Klaus Theopold, who chaired the university's chemistry and biochemistry department when Grimes was hired, called her one of its rising stars.

"She is the newest hire in our department, so it makes it all the more exciting that she's getting this recognition already," he said. "These grants are a major show of confidence in what she's trying to do."

Using an interdisciplinary approach that pulls from chemistry, biology and immunology, Grimes' innovative research is examining how the body identifies bacteria and why it sometimes mistakes beneficial microbes for an invading horde. That research is specifically focused on the building blocks of bacterial cell walls, called peptidoglycan.

"Peptidoglycan is like a jacket that all bacteria wear," Grimes explained. "Humans cells don't have them, so it provides a great way for our immune system to identify bacteria, which in turn determines how it should respond to them."

In other words, bacteria wear uniforms that help the body figure out whether they are friend or foe. Except the body doesn't look for bacterial cells wearing those uniforms. Instead, it looks for fragments of those jackets left behind on the battlefield.

And with 100 trillion microbes in the human body — collectively weighing 2 to 5 pounds — the immune system sometimes has problems keeping all those scraps straight.

At least that's Grimes' working theory.

"We know a little about how this process works, but not a lot," she said. "For instance, it's not completely understood how the jacket gets torn into pieces, how the immune system identifies those pieces or why it might get confused."
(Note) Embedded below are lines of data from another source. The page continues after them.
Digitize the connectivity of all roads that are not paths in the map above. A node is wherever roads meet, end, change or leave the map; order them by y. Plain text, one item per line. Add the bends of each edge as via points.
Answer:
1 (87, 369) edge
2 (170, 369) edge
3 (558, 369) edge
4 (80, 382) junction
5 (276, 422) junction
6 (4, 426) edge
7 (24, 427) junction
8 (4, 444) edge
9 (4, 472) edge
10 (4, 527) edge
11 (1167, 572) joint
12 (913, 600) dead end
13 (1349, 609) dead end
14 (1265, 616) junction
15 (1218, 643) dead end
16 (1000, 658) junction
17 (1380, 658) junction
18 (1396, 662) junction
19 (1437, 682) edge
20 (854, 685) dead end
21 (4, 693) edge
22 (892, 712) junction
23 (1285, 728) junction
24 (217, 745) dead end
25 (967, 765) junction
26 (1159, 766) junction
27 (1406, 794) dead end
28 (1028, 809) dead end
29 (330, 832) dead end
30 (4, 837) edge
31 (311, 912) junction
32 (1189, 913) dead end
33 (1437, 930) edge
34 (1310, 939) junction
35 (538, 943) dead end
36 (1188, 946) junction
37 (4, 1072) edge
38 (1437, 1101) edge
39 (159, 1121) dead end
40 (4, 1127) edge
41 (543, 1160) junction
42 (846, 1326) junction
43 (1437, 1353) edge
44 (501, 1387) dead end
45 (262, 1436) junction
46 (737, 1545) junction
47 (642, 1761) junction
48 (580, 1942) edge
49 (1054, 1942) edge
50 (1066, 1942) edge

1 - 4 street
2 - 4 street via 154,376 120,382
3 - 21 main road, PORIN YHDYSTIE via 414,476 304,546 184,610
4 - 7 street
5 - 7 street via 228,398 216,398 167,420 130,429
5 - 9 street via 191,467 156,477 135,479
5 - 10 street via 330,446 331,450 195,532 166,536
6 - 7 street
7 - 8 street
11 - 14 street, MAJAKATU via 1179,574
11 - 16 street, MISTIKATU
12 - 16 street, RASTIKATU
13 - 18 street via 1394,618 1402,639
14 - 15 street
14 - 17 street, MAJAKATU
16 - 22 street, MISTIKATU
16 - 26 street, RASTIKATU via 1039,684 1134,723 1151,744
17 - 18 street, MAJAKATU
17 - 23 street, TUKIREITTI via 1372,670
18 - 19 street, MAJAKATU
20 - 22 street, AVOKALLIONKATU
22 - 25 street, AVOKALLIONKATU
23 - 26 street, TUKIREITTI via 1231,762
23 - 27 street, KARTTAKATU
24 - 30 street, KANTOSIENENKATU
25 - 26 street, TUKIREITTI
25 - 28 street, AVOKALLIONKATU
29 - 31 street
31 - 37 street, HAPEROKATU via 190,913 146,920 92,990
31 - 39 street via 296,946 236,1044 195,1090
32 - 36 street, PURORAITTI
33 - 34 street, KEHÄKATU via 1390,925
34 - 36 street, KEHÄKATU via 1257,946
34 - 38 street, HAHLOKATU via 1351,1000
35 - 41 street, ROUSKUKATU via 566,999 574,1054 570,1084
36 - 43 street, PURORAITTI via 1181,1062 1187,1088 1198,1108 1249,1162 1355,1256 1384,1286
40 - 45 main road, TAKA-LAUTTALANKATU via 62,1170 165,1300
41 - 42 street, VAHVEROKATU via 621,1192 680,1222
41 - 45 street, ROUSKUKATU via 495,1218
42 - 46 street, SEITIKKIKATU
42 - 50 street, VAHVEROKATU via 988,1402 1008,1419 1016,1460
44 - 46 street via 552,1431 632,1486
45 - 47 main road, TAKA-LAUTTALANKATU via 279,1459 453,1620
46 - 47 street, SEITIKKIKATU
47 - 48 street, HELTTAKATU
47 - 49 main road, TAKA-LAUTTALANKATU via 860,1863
Grimes and her team of a dozen graduate students believe they have found a way to place markers on bacterial cell walls that will allow them to identify exactly where the fragments originated, as well as valuable clues about how they got torn off in the first place.

"It could be a combination of bacteria enzymes and human enzymes, but we don't know all the enzymes and we don't know all the fragments," Grimes said. "Our idea is that each different type of bacteria has a different way of ripping apart its jacket. There might be some commonalities, but our hypothesis is that each one does it a little differently and that's how our body tells the difference between good bacteria and bad bacteria."

The body's confusion over "good" bacteria that aid in digestion and pathogenic bacteria that cause infection is believed to be what causes Crohn's disease, a painful inflammatory bowel syndrome that affects as many as 700,000 Americans, mostly between the ages of 15 and 35.

"Our goal is to identify new targets and then screen for new inhibitors, whether that's finding enzymes to break these confusing fragments down or modifying the cell wall before it becomes fragmented," Grimes said. "Ideally, we'll be able to explain how this process of identifying or misidentifying bacteria works, and how we can intervene in that process so you can shut down the bad fragments. And then, hopefully, that research will help a pharmaceutical company develop new antibiotics and anti-inflammatory targets."